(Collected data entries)

:::

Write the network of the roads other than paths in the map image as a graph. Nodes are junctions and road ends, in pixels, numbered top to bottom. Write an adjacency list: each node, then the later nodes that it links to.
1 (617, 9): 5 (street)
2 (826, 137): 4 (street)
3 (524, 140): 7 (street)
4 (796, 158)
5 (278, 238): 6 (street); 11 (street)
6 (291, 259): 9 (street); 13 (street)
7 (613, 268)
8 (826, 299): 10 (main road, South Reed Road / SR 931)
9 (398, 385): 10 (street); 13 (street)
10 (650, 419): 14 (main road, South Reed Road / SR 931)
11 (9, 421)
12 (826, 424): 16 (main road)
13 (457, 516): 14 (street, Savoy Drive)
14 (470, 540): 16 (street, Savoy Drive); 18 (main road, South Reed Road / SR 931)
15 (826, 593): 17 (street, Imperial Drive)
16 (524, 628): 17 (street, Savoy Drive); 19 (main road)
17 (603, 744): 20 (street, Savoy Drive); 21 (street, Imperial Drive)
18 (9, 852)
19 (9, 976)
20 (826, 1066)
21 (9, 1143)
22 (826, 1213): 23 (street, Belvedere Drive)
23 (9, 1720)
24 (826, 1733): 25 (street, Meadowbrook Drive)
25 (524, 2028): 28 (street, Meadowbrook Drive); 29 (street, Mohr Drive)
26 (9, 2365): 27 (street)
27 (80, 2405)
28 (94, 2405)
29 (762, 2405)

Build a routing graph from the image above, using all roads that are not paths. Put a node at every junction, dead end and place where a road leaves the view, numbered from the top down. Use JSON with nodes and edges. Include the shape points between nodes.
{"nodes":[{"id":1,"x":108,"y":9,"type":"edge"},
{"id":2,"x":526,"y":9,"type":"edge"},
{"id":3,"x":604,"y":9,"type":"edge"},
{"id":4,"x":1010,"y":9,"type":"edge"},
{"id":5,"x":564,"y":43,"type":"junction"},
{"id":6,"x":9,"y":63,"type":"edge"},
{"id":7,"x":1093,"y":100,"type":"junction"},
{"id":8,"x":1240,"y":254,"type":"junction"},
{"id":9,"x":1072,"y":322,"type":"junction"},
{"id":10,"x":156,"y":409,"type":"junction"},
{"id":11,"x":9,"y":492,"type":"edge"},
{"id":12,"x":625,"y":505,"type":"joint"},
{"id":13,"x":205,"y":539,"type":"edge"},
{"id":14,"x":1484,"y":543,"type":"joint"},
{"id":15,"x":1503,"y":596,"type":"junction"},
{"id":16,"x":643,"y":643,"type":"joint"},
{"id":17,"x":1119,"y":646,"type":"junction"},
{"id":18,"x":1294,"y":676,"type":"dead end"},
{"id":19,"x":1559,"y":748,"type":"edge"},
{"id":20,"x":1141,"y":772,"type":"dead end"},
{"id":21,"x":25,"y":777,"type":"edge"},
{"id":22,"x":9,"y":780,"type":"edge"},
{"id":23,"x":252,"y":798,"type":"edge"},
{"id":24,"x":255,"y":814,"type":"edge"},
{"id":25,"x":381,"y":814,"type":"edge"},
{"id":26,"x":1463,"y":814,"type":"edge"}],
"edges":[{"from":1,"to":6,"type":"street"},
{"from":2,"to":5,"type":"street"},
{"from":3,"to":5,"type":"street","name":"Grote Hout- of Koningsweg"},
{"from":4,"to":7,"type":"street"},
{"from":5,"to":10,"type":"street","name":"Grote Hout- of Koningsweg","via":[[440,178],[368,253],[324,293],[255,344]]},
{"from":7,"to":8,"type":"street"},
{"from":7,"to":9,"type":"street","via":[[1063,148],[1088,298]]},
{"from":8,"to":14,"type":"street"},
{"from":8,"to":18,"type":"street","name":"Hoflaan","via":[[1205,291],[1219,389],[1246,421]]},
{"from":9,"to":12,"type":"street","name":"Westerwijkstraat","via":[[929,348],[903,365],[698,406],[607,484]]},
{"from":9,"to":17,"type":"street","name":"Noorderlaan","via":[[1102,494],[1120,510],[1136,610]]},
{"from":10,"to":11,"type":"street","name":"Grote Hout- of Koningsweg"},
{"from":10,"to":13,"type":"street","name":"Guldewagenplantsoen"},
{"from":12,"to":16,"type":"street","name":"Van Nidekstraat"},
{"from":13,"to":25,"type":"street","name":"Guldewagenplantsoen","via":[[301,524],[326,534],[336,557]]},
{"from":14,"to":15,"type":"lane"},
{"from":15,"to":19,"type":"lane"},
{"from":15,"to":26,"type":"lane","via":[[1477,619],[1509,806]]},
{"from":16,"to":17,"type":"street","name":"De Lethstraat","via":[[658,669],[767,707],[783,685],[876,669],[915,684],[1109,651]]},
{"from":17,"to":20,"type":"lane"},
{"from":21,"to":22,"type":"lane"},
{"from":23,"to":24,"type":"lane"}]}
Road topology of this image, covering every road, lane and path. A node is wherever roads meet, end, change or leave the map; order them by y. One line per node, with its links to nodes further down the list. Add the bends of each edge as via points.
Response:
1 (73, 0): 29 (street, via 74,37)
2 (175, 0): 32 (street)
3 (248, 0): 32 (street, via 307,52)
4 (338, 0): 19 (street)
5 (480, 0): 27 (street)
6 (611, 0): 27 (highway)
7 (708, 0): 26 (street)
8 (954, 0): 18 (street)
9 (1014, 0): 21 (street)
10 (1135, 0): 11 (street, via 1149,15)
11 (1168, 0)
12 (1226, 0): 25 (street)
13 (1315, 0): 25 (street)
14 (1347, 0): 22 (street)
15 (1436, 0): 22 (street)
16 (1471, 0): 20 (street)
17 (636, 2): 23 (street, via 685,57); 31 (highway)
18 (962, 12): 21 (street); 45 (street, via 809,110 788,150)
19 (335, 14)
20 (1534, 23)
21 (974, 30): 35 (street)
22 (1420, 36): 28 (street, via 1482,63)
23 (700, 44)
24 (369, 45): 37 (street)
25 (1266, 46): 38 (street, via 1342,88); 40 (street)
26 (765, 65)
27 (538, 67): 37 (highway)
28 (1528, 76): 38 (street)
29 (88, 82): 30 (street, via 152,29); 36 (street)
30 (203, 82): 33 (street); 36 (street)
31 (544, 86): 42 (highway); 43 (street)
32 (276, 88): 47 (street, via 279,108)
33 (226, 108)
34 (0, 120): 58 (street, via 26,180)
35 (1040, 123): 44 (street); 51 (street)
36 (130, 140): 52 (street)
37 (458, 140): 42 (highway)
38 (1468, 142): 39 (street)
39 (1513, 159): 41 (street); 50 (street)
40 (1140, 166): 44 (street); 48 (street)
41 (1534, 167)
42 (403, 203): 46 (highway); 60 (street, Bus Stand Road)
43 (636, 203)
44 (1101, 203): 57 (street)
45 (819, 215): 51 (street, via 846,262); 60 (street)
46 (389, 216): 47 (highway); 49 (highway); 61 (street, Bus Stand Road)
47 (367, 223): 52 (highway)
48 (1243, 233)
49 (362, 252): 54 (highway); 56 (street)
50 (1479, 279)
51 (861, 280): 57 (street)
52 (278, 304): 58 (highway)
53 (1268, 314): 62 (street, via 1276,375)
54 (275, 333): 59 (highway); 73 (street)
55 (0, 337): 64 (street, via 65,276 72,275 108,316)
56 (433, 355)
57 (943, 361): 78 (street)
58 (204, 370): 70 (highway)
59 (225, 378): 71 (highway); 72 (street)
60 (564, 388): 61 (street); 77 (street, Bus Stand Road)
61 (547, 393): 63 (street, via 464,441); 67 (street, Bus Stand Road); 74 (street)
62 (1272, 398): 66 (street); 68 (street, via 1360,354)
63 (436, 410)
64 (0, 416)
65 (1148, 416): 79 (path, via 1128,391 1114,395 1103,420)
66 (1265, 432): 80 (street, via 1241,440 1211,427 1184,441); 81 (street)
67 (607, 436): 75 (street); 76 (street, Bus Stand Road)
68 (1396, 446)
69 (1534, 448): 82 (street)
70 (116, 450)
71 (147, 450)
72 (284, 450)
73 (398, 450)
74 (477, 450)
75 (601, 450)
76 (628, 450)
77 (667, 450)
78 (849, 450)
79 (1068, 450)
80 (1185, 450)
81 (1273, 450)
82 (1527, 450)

:::

AIM OF THE EXERCISE:
If a line in the records above holds the string "links", copy it.

PROBLEM SOLUTION:
Write the network of the roads other than paths in the map image as a graph. Nodes are junctions and road ends, in pixels, numbered top to bottom. Write an adjacency list: each node, then the later nodes that it links to.
Road topology of this image, covering every road, lane and path. A node is wherever roads meet, end, change or leave the map; order them by y. One line per node, with its links to nodes further down the list. Add the bends of each edge as via points.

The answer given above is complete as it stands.